In normal business operations, the warehouse may place orders only one or two times per year for the same material. But EOQ will increase the number of times which they have to place more orders, base on the above example, we need to place order 8 times per year. It sounds simple, but we need to spend resources on prepare purchase requests, purchase orders, record into accounting system, and prepare payment to supplier. 

Suppliers’ Requirement

Are you planning to place an order of 7,071 units to supplier? It is hard to place an order like this. The supplier also has the minimum quantity per order, which depends on other factors such as the nature of material, size and safety. Placing order outside of supplier standard may result in additional cost, and it may not possible. 

Inflexibility

As we know, EOQ base on the assumption of fixed demand, which is not the case in real life. So we need to have a proper plan to respond to the change. The warehouse, production, and purchasing department need to work closely. They must take action immediately if the demand different from planning.

What are the Importants of Economic Order Quantity?

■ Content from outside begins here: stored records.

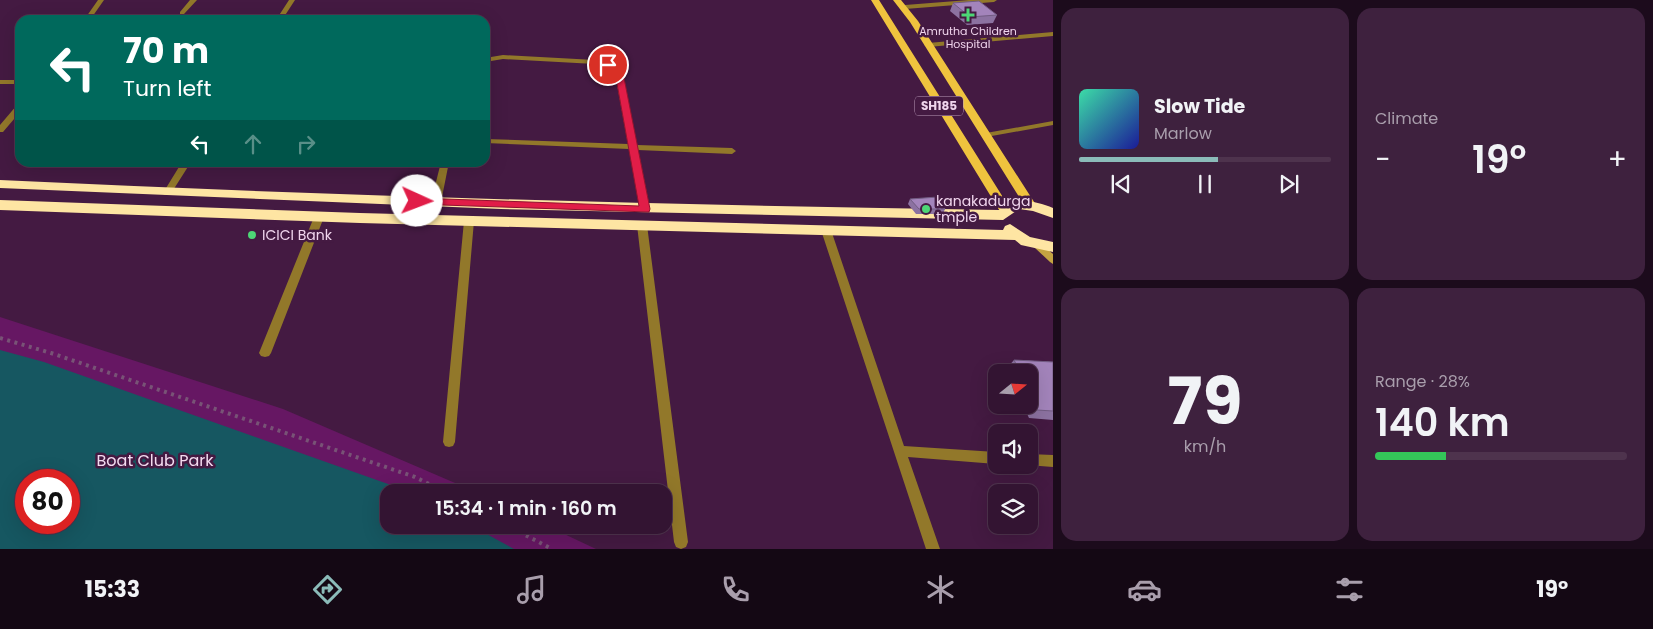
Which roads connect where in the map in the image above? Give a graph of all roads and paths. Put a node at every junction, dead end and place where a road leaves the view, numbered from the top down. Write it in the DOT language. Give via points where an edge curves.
graph roads {
  1 [pos="101,0"];
  2 [pos="194,0"];
  3 [pos="292,0"];
  4 [pos="875,0"];
  5 [pos="994,0"];
  6 [pos="901,4"];
  7 [pos="182,13"];
  8 [pos="90,15"];
  9 [pos="282,15"];
  10 [pos="1053,34"];
  11 [pos="928,45"];
  12 [pos="490,59"];
  13 [pos="0,82"];
  14 [pos="15,82"];
  15 [pos="15,113"];
  16 [pos="1053,123"];
  17 [pos="0,130"];
  18 [pos="986,135"];
  19 [pos="490,141"];
  20 [pos="634,148"];
  21 [pos="732,151"];
  22 [pos="184,167"];
  23 [pos="444,167"];
  24 [pos="0,184"];
  25 [pos="167,193"];
  26 [pos="436,202"];
  27 [pos="0,204"];
  28 [pos="1030,205"];
  29 [pos="645,209"];
  30 [pos="1004,213"];
  31 [pos="1053,214"];
  32 [pos="319,217"];
  33 [pos="469,221"];
  34 [pos="642,226"];
  35 [pos="826,230"];
  36 [pos="1016,235"];
  37 [pos="1037,245"];
  38 [pos="1053,247"];
  39 [pos="1053,260"];
  40 [pos="0,338"];
  41 [pos="265,352"];
  42 [pos="449,442"];
  43 [pos="900,451"];
  44 [pos="988,457"];
  45 [pos="1038,460"];
  46 [pos="1053,461"];
  47 [pos="428,484"];
  48 [pos="523,534"];
  49 [pos="681,542"];
  50 [pos="552,549"];
  51 [pos="933,549"];
  1 -- 8 [label="street"];
  2 -- 7 [label="street"];
  3 -- 9 [label="street"];
  4 -- 30 [label="main road, SH185"];
  5 -- 6 [label="street"];
  6 -- 11 [label="main road, SH185"];
  10 -- 11 [label="street"];
  11 -- 18 [label="main road, SH185"];
  12 -- 20 [label="street" via="504,57 608,65 620,78"];
  13 -- 14 [label="street"];
  15 -- 17 [label="street"];
  16 -- 18 [label="street"];
  18 -- 28 [label="main road, SH185"];
  19 -- 20 [label="street"];
  20 -- 21 [label="street"];
  20 -- 29 [label="street"];
  22 -- 25 [label="street"];
  23 -- 26 [label="street"];
  24 -- 25 [label="highway"];
  25 -- 26 [label="highway"];
  26 -- 29 [label="highway"];
  27 -- 32 [label="highway"];
  28 -- 30 [label="highway" via="1011,206"];
  28 -- 31 [label="highway"];
  29 -- 30 [label="highway"];
  30 -- 36 [label="highway" via="1006,225"];
  32 -- 33 [label="highway"];
  32 -- 41 [label="street"];
  33 -- 34 [label="highway"];
  33 -- 42 [label="street"];
  34 -- 35 [label="highway"];
  34 -- 49 [label="street"];
  35 -- 36 [label="highway"];
  35 -- 43 [label="street"];
  36 -- 37 [label="highway"];
  37 -- 38 [label="highway"];
  37 -- 39 [label="main road"];
  40 -- 47 [label="path"];
  43 -- 44 [label="street"];
  43 -- 51 [label="street"];
  45 -- 46 [label="street"];
  48 -- 50 [label="path"];
}
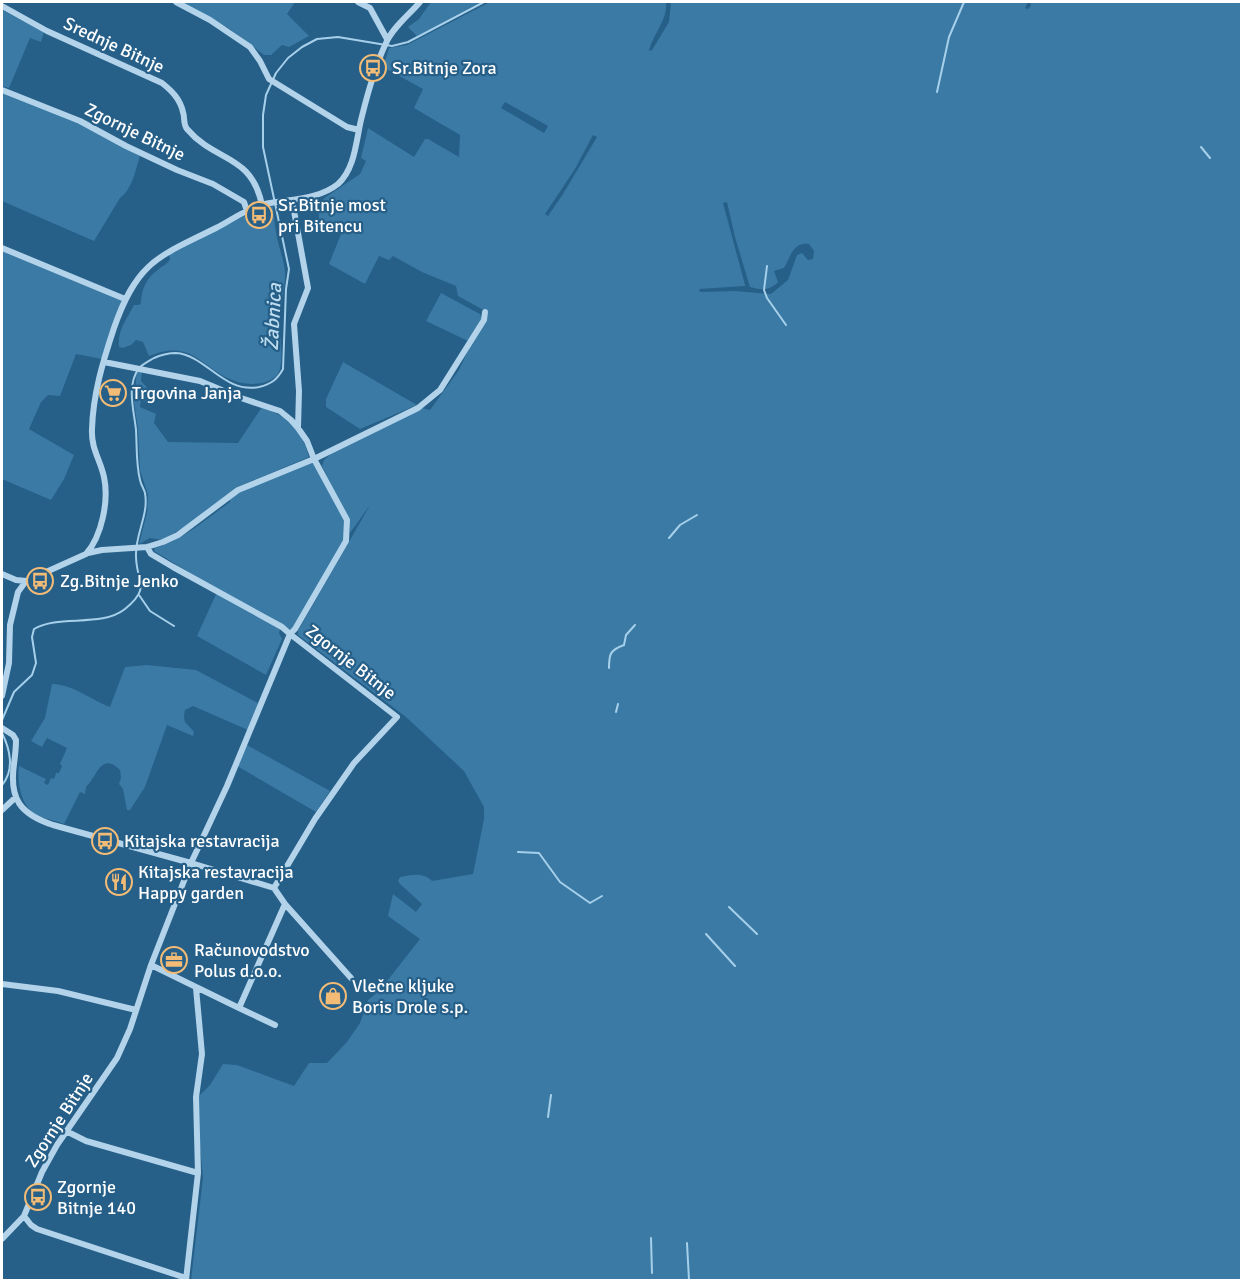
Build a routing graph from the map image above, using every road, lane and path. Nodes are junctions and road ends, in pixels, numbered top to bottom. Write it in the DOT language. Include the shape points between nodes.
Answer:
graph roads {
  1 [pos="176,2"];
  2 [pos="358,2"];
  3 [pos="420,2"];
  4 [pos="2,6"];
  5 [pos="387,39"];
  6 [pos="2,90"];
  7 [pos="359,130"];
  8 [pos="292,200"];
  9 [pos="264,204"];
  10 [pos="247,211"];
  11 [pos="2,248"];
  12 [pos="125,299"];
  13 [pos="485,312"];
  14 [pos="104,362"];
  15 [pos="298,428"];
  16 [pos="314,459"];
  17 [pos="144,547"];
  18 [pos="86,554"];
  19 [pos="2,574"];
  20 [pos="26,581"];
  21 [pos="290,634"];
  22 [pos="2,696"];
  23 [pos="4,729"];
  24 [pos="16,797"];
  25 [pos="2,810"];
  26 [pos="191,863"];
  27 [pos="274,888"];
  28 [pos="285,904"];
  29 [pos="151,965"];
  30 [pos="351,978"];
  31 [pos="2,984"];
  32 [pos="196,988"];
  33 [pos="239,1008"];
  34 [pos="136,1010"];
  35 [pos="275,1025"];
  36 [pos="66,1131"];
  37 [pos="198,1173"];
  38 [pos="24,1216"];
  39 [pos="2,1239"];
  40 [pos="186,1279"];
  1 -- 7 [label="street" via="250,47 276,84 347,127"];
  2 -- 5 [label="street" via="370,8"];
  3 -- 5 [label="street"];
  4 -- 9 [label="street, Srednje Bitnje" via="47,31 162,82 176,95 185,126 199,142 247,170"];
  5 -- 7 [label="street"];
  6 -- 10 [label="street, Zgornje Bitnje" via="80,121 140,153 213,184 244,202"];
  7 -- 8 [label="street" via="341,181 319,194"];
  8 -- 9 [label="street"];
  8 -- 15 [label="street, Zgornje Bitnje" via="308,288 294,324"];
  9 -- 10 [label="street"];
  10 -- 12 [label="street" via="161,255 140,275"];
  11 -- 12 [label="street"];
  12 -- 14 [label="street"];
  13 -- 16 [label="street" via="479,328 430,400"];
  14 -- 15 [label="street, Zgornje Bitnje" via="200,381 280,411"];
  14 -- 18 [label="street" via="96,388 92,431 93,450 104,477 105,500 95,542"];
  15 -- 16 [label="street, Zgornje Bitnje"];
  16 -- 17 [label="street" via="238,490 178,535"];
  16 -- 21 [label="street, Zgornje Bitnje" via="347,520 346,541"];
  17 -- 18 [label="street"];
  17 -- 21 [label="street, Zgornje Bitnje"];
  18 -- 20 [label="street"];
  19 -- 20 [label="street"];
  20 -- 22 [label="street" via="13,609"];
  21 -- 26 [label="street, Zgornje Bitnje"];
  21 -- 27 [label="street, Zgornje Bitnje" via="397,717 354,763"];
  23 -- 24 [label="street" via="15,740"];
  24 -- 25 [label="street"];
  24 -- 26 [label="street" via="26,813 41,821"];
  26 -- 27 [label="street"];
  26 -- 29 [label="street, Zgornje Bitnje"];
  27 -- 28 [label="street"];
  28 -- 30 [label="street"];
  28 -- 33 [label="street"];
  29 -- 32 [label="street"];
  29 -- 34 [label="street, Zgornje Bitnje"];
  31 -- 34 [label="street" via="58,991"];
  32 -- 33 [label="street"];
  32 -- 37 [label="street" via="202,1054 196,1096"];
  33 -- 35 [label="street"];
  34 -- 36 [label="street, Zgornje Bitnje" via="117,1058"];
  36 -- 37 [label="street" via="86,1141"];
  36 -- 38 [label="street, Zgornje Bitnje" via="42,1172"];
  37 -- 40 [label="street"];
  38 -- 39 [label="street"];
  38 -- 40 [label="street" via="37,1229"];
}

There are several important of economic order quantity as listed in the table below:

Important of Economic Order Quantity
Reduce Storage & Holding Costs By using EOQ, the company will be able to reduce storage cost & holding cost to the minimum level. They do not need to have a big warehouse which is a waste of money. The company only place the order when production needs, so we don’t need to spend a massive cost on storage.
Reduce Ordering Costs It minimizes the number times which we have to place orders to suppliers. EOQ required us to place orders by only keeping a certain amount of raw material which is enough for the reorder period. Using this method, we will not order less than production need which leads to unexpected reorder. We will be able to plan the annual order at the minimum times.
Better Inventory Management The common issues with inventory management are tracking inventory levels to prevent any over or under stock. EOQ is a tool that will solve all of these and reduce time as well as the cost associated. Moreover, we will be able to reduce the obsolete inventory as only a minimum level is kept in the warehouse.

What are the Disadvantages of Economic Order Quantity?

Even EOQ provide many benefits but there are still some disadvantages which impact to the entities.

Disadvantages of Economic Order Quantity
Assumption EOQ assumes that demand within a year will not change, but not in real life. It will fluctuate base on customer order which is not under our control. It is very hard to have a correct prediction since the beginning of the year. If the demand increase, we will use our inventory faster than expected, so there will be a lack of inventory. On the other hand, we will overstock when the demand decrease, which will increase our holding cost.
Purchase order lead time EOQ assumes that the lead time will fix from the day we place the purchase order until the material arrives in our warehouse. In the real situation, the delivery can be delayed by the supplier due to various reasons. We will face the risk of inventory shortage if the delay happens.

We can reduce this risk by having a fixed contract with the suppliers and issuing the penalty to them if delivery time does not meet. However, there are still some conditions that are not under the control of suppliers such as storm, earthquake, and other disasters.

Bulk discount Sometime suppliers may provide a hug bulk discount to their customers, but we do not take this benefit. As the EOQ system requires to purchase only a certain fixed quantity. High order quantity will increase our holding cost, but bulk discount benenfit may be higher than the cost. If we strictly follow EOQ, which is less flexible, we will lose the opportunity to save some cost.
Require monitoring EOQ require stock controllers who work closely on inventory monitoring. They have to ensure that purchase order is placed when quantity approaching reorder level. Any error in quantifies inventory level will be a risk to production.